Más sobre YūkiKōta

Cómo nace el proyecto

Yūki kōta nace del cruce entre varias cosas:

  • Una pregunta rebelde:     ¿y si la alegría no fuera un lujo, sino una herramienta cotidiana?
  • Una intuición fuerte: que la ciudad también puede ser un campo fértil para la conexión humana.
  • Y una decisión clara: dejar de esperar “el momento ideal” para empezar a hacer cosas que tengan sentido y chispa.

Desde ahí, Kika empieza a diseñar experiencias urbanas, retos antiestrés, cápsulas de alegría y pequeñas revoluciones cotidianas. Todo con propósito, con estética y con una rebeldía suave que empuja sin pedir permiso.

El nombre lo dice todo:

  • yūki (勇気) = coraje. El valor de ser tú misma incluso cuando no encajas.
  • kōta (幸多) = alegría abundante. De la luminosa, de la que contagia, de la que se baila.

Juntas, son una especie de conjuro urbano:

el coraje de vivir con alegría.

Estratega de la diversión. Catalizadora de alegría.
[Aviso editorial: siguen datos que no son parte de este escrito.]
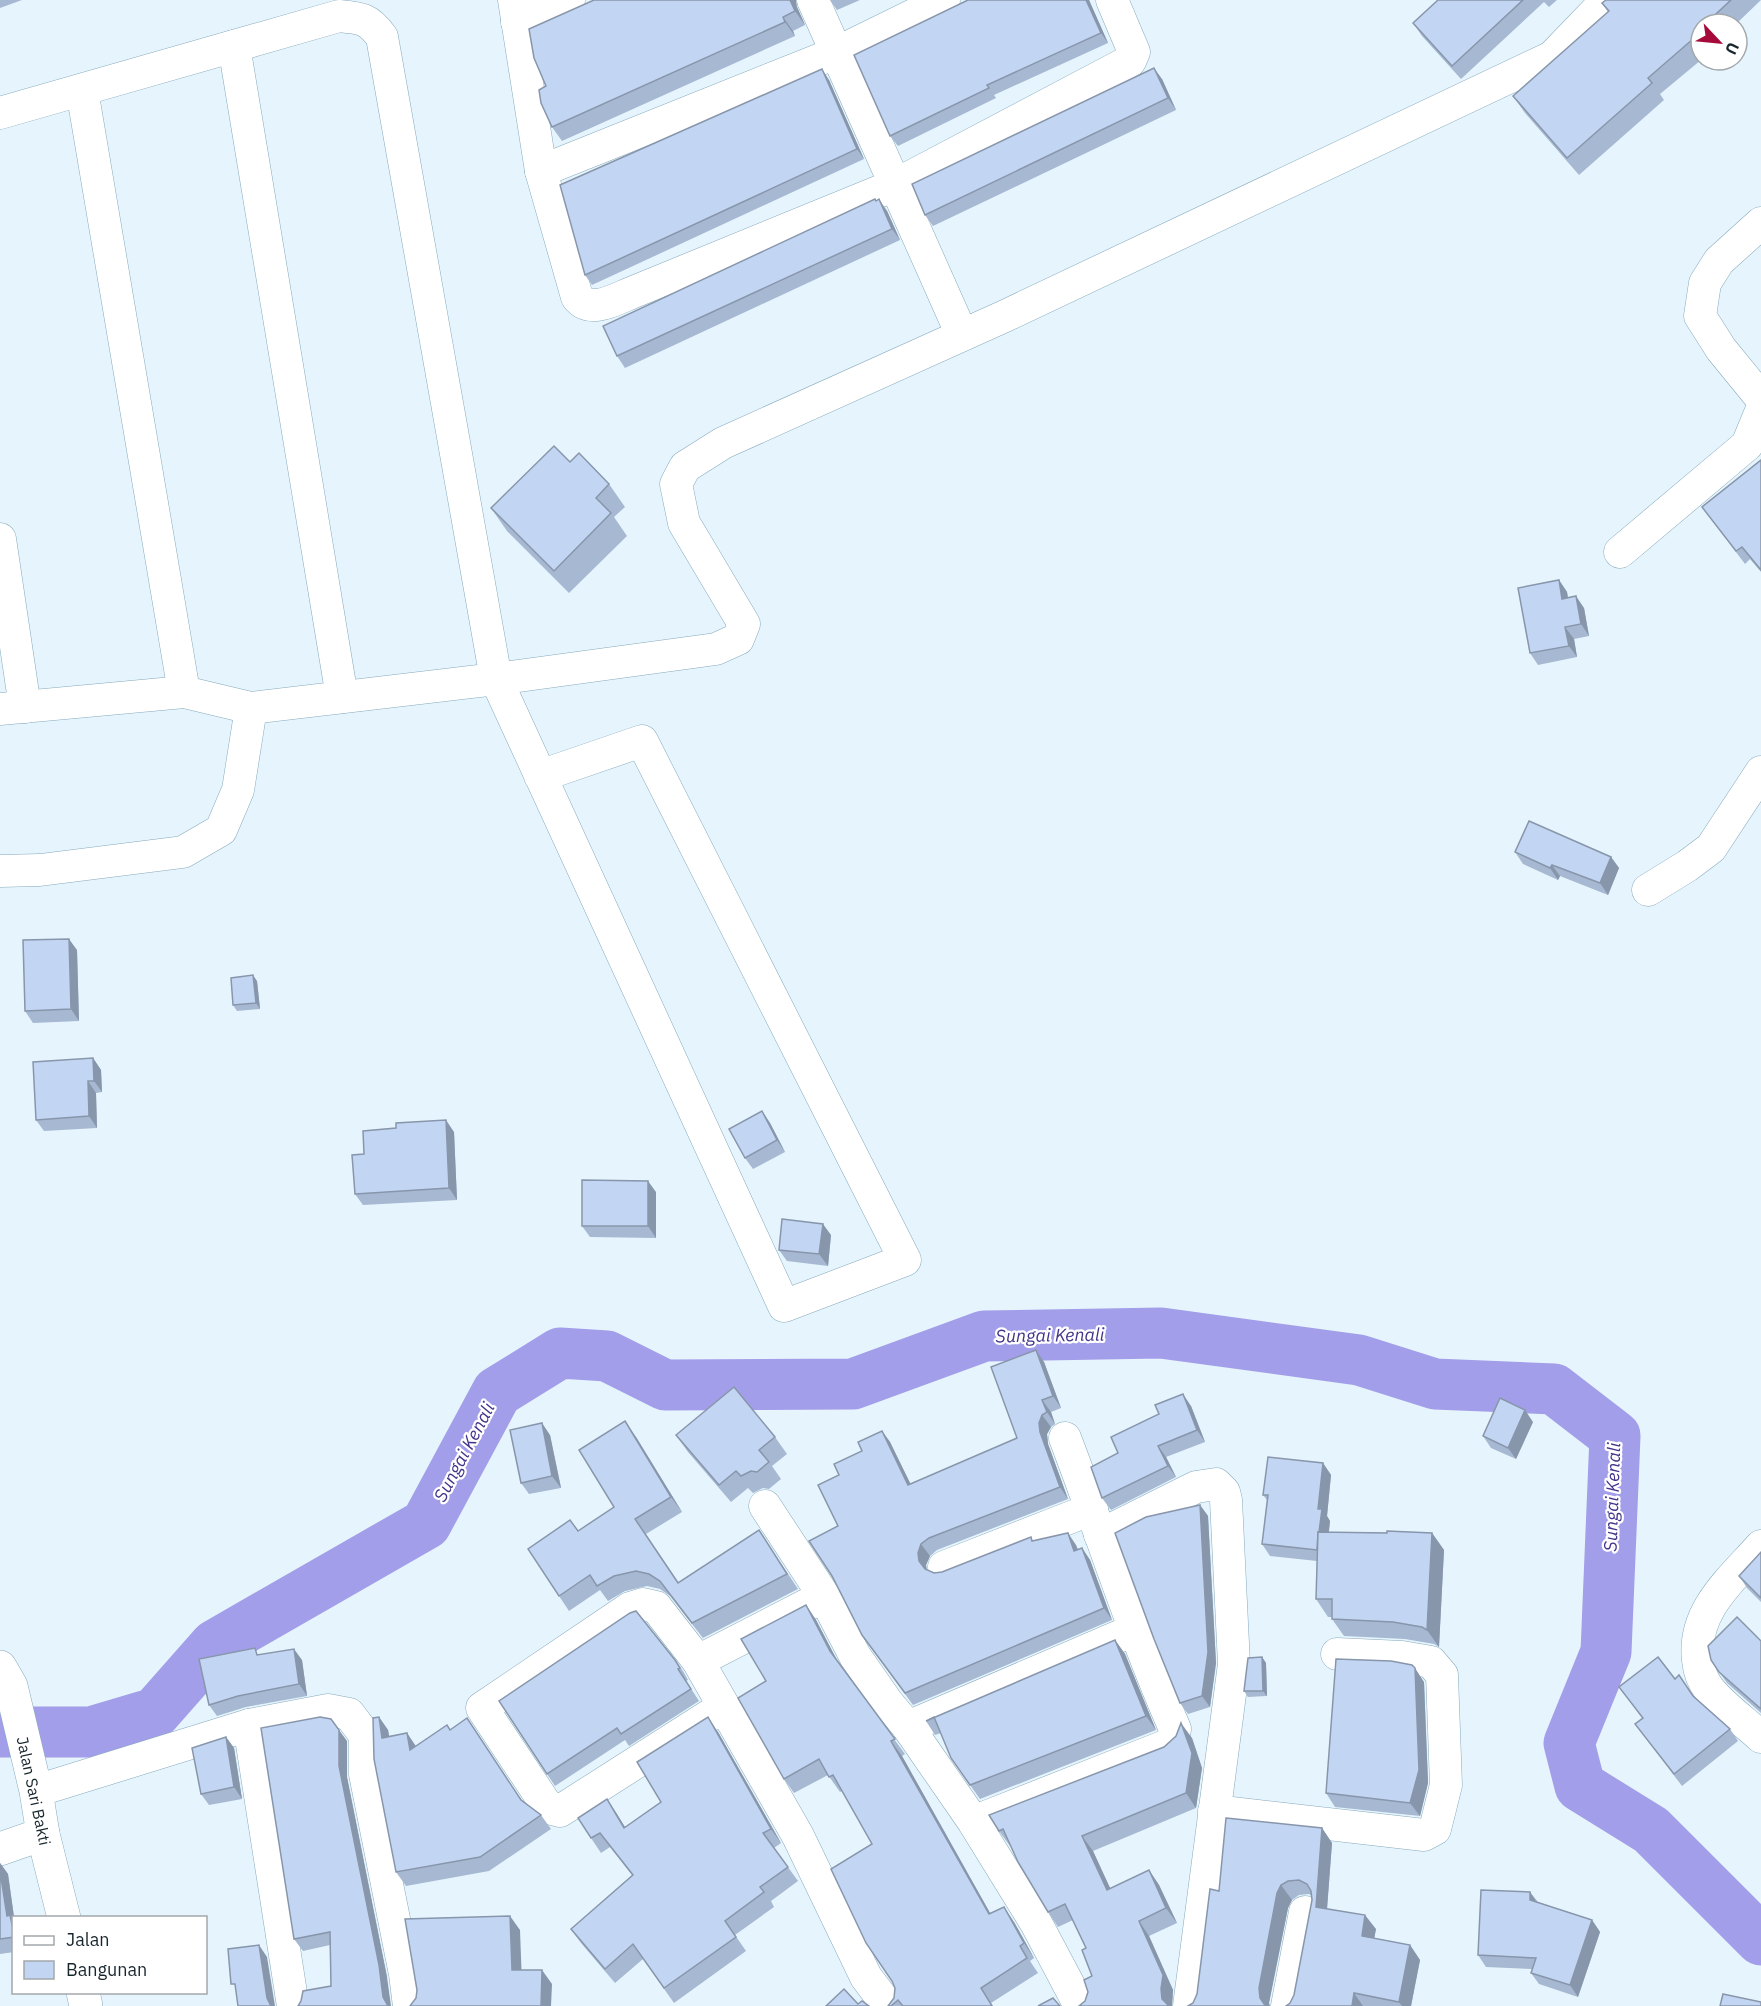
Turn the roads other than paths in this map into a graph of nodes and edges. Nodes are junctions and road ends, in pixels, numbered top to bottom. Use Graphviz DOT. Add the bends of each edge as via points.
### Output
graph roads {
  1 [pos="568,0"];
  2 [pos="813,0"];
  3 [pos="944,0"];
  4 [pos="1112,0"];
  5 [pos="1607,0"];
  6 [pos="516,11"];
  7 [pos="234,46"];
  8 [pos="836,53"];
  9 [pos="82,90"];
  10 [pos="0,113"];
  11 [pos="541,171"];
  12 [pos="895,184"];
  13 [pos="1761,223"];
  14 [pos="962,335"];
  15 [pos="1761,398"];
  16 [pos="1761,411"];
  17 [pos="0,539"];
  18 [pos="1620,552"];
  19 [pos="496,679"];
  20 [pos="184,692"];
  21 [pos="342,697"];
  22 [pos="13,708"];
  23 [pos="251,708"];
  24 [pos="1761,772"];
  25 [pos="540,776"];
  26 [pos="0,872"];
  27 [pos="1648,890"];
  28 [pos="1065,1438"];
  29 [pos="765,1506"];
  30 [pos="1096,1522"];
  31 [pos="1761,1546"];
  32 [pos="944,1567"];
  33 [pos="824,1596"];
  34 [pos="1134,1630"];
  35 [pos="1337,1654"];
  36 [pos="698,1661"];
  37 [pos="6,1676"];
  38 [pos="723,1707"];
  39 [pos="249,1725"];
  40 [pos="908,1727"];
  41 [pos="1761,1737"];
  42 [pos="32,1777"];
  43 [pos="1214,1812"];
  44 [pos="974,1821"];
  45 [pos="43,1834"];
  46 [pos="0,1849"];
  47 [pos="1305,1912"];
  48 [pos="64,1916"];
  49 [pos="293,2006"];
  50 [pos="409,2006"];
  51 [pos="888,2006"];
  52 [pos="1080,2006"];
  53 [pos="1189,2006"];
  54 [pos="1287,2006"];
  1 -- 6 [label="street"];
  2 -- 8 [label="street"];
  3 -- 8 [label="street"];
  4 -- 12 [label="street" via="1134,52 1130,61"];
  5 -- 14 [label="street" via="1552,57"];
  6 -- 11 [label="street"];
  7 -- 9 [label="street"];
  7 -- 19 [label="street" via="339,16 373,24 382,37"];
  7 -- 21 [label="street"];
  8 -- 11 [label="street"];
  8 -- 12 [label="street"];
  9 -- 10 [label="street"];
  9 -- 20 [label="street"];
  11 -- 12 [label="street" via="577,297 588,306 631,293"];
  12 -- 14 [label="street"];
  13 -- 15 [label="street" via="1719,261 1705,283 1700,316"];
  14 -- 19 [label="street" via="723,443 685,467 676,484 684,523 744,624 738,639 717,649"];
  16 -- 18 [label="street" via="1747,445"];
  17 -- 22 [label="street"];
  19 -- 21 [label="street"];
  19 -- 25 [label="street"];
  20 -- 22 [label="street"];
  20 -- 23 [label="street"];
  21 -- 23 [label="street"];
  23 -- 26 [label="street" via="238,790 221,830 183,852"];
  24 -- 27 [label="street" via="1711,848"];
  25 -- 25 [label="street" via="642,741 905,1260 784,1306"];
  28 -- 30 [label="street"];
  29 -- 33 [label="street"];
  30 -- 32 [label="street"];
  30 -- 34 [label="street"];
  30 -- 43 [label="street" via="1196,1487 1216,1484 1224,1492 1234,1664"];
  31 -- 41 [label="street" via="1712,1601 1701,1621 1696,1647 1699,1672 1710,1690"];
  33 -- 36 [label="street"];
  33 -- 40 [label="street" via="855,1656"];
  34 -- 40 [label="street"];
  34 -- 44 [label="street" via="1175,1730 1168,1745"];
  35 -- 43 [label="street" via="1431,1662 1442,1675 1446,1785 1435,1829 1424,1835"];
  36 -- 38 [label="street"];
  36 -- 38 [label="street" via="656,1607 643,1604 630,1608 482,1708 545,1803 560,1811"];
  37 -- 42 [label="main road, Jalan Sari Bakti"];
  38 -- 51 [label="street" via="798,1836 866,1977"];
  39 -- 42 [label="street"];
  39 -- 49 [label="street"];
  39 -- 50 [label="street" via="328,1710 349,1714 365,1735 365,1774"];
  40 -- 44 [label="street"];
  42 -- 45 [label="main road, Jalan Sari Bakti"];
  43 -- 53 [label="street"];
  44 -- 52 [label="street" via="1036,1923"];
  45 -- 46 [label="main road"];
  45 -- 48 [label="main road, Jalan Sari Bakti"];
  47 -- 54 [label="street"];
}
Pelirroja de bote (con orgullo).
Experta en encontrar el brillo en lo cotidiano y en colarse por las rendijas del aburrimiento para proponer otra forma de vivir: más divertida, más liviana… más viva.
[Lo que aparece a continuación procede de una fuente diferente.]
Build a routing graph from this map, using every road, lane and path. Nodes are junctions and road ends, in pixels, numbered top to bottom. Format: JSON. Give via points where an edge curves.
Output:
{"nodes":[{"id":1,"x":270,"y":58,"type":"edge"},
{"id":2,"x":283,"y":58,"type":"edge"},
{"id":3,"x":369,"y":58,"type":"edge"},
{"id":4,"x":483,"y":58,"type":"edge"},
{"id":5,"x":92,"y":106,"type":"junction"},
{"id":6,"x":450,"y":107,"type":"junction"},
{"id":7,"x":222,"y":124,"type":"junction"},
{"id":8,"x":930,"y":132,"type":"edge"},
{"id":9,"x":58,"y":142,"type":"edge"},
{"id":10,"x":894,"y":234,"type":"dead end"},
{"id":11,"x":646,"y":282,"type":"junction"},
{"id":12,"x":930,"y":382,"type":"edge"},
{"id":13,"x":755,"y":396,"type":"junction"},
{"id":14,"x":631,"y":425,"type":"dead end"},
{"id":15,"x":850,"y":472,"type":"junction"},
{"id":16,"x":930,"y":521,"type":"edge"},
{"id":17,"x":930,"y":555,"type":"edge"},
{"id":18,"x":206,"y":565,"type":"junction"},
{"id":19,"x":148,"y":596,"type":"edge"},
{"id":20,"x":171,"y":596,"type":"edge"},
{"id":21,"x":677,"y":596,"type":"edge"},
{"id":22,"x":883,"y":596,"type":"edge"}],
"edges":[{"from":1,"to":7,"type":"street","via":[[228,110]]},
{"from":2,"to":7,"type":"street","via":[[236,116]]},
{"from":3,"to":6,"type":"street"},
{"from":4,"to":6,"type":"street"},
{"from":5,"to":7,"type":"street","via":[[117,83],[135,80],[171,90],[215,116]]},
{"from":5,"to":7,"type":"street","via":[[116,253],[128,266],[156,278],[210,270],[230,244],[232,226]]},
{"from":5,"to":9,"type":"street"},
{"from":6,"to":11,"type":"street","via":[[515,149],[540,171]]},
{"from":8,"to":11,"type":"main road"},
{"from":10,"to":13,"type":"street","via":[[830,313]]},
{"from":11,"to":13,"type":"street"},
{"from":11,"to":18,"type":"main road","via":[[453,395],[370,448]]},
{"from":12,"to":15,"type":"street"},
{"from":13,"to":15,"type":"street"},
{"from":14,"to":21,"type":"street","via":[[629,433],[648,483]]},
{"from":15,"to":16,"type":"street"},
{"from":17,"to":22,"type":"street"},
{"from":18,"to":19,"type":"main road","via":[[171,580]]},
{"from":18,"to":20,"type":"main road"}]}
Su brújula no apunta al éxito, ni al deber, ni al algoritmo.
Apunta a lo que de verdad importa: actitud, alegría y conexión.
Y le viene con:

Un desparpajo algo descomunal ante la vida.

Una fascinación profunda por la cultura japonesa, donde aprendió que lo bello también vive en lo roto, lo simple o lo invisible.

Y sí, dicen que está como una regadera. Lo cual a ella le parece perfecto. 

El cuento de Yūki Kōta

Cuenta la leyenda que yūki kōta nació una mañana cualquiera, en medio del ruido de la ciudad, pero con el corazón apuntando a otra parte.
Todo empezó con una niña pelirroja —despeinada por dentro y por fuera— que tenía la costumbre de buscar alegría en sitios raros: en las grietas, en las miradas fugaces, en los cartelitos absurdos pegados en una farola.
No tenía poderes mágicos, pero sí algo mejor:
una brújula que no señalaba el norte.
Señalaba la alegría.
Y a veces, el lugar exacto donde hacía falta una chispa, una nota amable o un guiño inesperado.
Así nació yūki kōta:
una forma de habitar la ciudad con actitud, con sentido del juego y con la convicción de que la alegría también puede ser estrategia.
Una revolución mínima pero constante.
Una forma de resistencia que no grita, pero transforma.